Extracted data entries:
________________

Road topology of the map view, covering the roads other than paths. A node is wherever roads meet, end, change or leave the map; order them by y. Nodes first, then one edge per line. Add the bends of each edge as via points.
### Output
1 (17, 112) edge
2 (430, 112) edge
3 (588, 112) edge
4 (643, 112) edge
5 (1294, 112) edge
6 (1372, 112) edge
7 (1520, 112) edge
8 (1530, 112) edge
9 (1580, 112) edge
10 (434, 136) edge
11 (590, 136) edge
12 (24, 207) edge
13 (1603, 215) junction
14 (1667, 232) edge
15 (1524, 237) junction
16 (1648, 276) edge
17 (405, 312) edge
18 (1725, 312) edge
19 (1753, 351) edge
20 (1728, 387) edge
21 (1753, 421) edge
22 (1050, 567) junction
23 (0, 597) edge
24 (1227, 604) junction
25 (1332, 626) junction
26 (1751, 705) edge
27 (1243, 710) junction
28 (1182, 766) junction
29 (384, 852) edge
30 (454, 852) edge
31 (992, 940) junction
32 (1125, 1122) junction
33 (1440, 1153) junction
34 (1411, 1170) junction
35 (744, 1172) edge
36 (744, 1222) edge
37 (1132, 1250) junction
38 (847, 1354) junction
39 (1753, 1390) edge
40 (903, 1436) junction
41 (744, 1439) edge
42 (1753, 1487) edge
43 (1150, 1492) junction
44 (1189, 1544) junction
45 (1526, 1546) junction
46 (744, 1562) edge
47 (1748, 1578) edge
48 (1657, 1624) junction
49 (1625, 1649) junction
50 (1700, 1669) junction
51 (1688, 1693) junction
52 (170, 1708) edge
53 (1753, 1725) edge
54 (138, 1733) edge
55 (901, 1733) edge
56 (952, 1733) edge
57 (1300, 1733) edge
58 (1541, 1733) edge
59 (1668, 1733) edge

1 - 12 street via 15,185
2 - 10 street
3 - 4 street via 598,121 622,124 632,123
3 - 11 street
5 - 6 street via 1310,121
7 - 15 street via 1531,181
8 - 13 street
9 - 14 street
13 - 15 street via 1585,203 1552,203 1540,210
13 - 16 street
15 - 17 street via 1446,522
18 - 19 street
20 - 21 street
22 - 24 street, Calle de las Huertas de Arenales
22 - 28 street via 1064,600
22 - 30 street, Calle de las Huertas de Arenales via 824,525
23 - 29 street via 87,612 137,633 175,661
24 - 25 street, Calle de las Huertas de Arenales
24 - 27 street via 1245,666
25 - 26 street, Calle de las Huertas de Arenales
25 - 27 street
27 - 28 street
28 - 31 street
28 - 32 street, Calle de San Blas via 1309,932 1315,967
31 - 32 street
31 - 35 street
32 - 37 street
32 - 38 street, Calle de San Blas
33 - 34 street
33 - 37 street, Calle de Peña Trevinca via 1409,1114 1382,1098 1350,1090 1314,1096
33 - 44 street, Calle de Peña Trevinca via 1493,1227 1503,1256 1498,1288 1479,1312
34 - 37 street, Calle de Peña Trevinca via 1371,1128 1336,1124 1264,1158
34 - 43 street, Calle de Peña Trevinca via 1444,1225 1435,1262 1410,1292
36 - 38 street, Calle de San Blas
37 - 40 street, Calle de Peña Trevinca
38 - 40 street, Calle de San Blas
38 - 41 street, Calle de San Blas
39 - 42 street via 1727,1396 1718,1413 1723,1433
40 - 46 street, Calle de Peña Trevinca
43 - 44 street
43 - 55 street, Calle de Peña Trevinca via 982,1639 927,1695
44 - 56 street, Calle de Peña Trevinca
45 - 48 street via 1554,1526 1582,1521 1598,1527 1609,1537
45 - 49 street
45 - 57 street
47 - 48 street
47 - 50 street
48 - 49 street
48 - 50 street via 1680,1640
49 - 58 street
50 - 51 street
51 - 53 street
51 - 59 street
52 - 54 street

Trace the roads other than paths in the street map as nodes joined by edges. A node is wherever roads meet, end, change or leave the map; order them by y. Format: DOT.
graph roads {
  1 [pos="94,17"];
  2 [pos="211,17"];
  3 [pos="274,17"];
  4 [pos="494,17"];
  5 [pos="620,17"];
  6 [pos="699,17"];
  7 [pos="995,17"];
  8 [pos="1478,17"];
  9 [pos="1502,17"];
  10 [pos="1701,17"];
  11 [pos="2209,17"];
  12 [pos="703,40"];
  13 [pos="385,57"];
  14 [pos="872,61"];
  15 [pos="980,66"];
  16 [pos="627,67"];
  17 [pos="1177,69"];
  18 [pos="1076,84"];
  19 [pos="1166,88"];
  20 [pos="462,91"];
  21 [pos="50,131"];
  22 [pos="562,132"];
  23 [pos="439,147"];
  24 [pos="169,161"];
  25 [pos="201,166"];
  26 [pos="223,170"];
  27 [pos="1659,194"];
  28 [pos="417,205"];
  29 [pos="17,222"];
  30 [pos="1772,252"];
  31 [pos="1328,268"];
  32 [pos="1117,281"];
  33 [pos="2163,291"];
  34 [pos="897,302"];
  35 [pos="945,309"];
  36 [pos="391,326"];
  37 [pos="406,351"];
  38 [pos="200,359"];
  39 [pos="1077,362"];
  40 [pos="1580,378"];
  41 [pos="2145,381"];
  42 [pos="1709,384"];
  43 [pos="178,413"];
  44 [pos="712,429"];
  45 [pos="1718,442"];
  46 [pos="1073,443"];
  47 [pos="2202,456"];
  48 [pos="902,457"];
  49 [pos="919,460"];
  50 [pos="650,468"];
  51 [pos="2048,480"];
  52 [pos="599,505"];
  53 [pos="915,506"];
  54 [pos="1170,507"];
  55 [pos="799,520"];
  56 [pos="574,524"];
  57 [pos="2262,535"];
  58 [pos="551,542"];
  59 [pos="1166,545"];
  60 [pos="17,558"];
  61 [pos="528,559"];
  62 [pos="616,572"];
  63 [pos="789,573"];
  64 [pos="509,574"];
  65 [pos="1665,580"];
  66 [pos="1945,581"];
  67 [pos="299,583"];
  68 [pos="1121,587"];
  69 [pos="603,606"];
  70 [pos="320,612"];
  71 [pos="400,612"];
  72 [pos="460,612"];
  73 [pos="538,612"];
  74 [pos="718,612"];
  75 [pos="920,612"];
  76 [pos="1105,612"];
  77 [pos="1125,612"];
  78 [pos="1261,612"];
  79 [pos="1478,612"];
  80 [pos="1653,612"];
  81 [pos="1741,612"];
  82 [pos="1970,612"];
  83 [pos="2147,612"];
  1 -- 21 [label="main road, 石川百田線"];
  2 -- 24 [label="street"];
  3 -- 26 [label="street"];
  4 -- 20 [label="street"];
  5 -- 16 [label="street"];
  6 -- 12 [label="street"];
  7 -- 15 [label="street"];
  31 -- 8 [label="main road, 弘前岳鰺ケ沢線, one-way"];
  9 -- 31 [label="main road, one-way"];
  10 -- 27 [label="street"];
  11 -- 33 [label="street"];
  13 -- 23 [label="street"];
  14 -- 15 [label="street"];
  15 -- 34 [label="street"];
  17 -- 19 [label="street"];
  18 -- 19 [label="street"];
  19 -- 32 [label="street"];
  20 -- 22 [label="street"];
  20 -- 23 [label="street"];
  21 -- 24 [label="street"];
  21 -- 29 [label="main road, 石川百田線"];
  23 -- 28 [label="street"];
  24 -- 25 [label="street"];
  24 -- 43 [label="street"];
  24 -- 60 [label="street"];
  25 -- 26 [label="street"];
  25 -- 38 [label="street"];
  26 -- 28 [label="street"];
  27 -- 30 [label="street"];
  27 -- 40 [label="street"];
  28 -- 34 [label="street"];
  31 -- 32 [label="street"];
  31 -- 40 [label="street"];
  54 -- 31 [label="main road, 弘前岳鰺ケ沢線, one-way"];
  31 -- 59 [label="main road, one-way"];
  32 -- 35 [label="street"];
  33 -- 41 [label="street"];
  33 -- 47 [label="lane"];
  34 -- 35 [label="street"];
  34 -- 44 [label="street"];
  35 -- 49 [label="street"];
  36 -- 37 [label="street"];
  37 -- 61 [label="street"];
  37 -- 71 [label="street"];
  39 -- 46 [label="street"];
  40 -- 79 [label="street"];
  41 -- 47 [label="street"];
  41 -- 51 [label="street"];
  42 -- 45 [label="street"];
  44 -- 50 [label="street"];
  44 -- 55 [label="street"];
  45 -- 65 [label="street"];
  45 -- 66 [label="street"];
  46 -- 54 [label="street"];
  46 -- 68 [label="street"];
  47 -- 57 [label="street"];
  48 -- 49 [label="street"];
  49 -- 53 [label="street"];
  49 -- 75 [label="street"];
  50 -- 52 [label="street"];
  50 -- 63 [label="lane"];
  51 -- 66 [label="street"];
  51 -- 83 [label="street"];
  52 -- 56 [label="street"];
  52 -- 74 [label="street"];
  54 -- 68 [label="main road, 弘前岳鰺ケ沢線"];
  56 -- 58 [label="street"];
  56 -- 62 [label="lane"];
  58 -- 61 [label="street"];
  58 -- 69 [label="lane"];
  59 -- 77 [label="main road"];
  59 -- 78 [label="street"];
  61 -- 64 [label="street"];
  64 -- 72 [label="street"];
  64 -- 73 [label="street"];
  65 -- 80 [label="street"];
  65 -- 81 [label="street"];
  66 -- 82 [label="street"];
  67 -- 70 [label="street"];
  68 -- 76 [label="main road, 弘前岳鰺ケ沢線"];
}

________________

* Task requirements: In the records, which lines use the word "Huertas"? Report them.

* Task answer:
22 - 24 street, Calle de las Huertas de Arenales
22 - 30 street, Calle de las Huertas de Arenales via 824,525
24 - 25 street, Calle de las Huertas de Arenales
25 - 26 street, Calle de las Huertas de Arenales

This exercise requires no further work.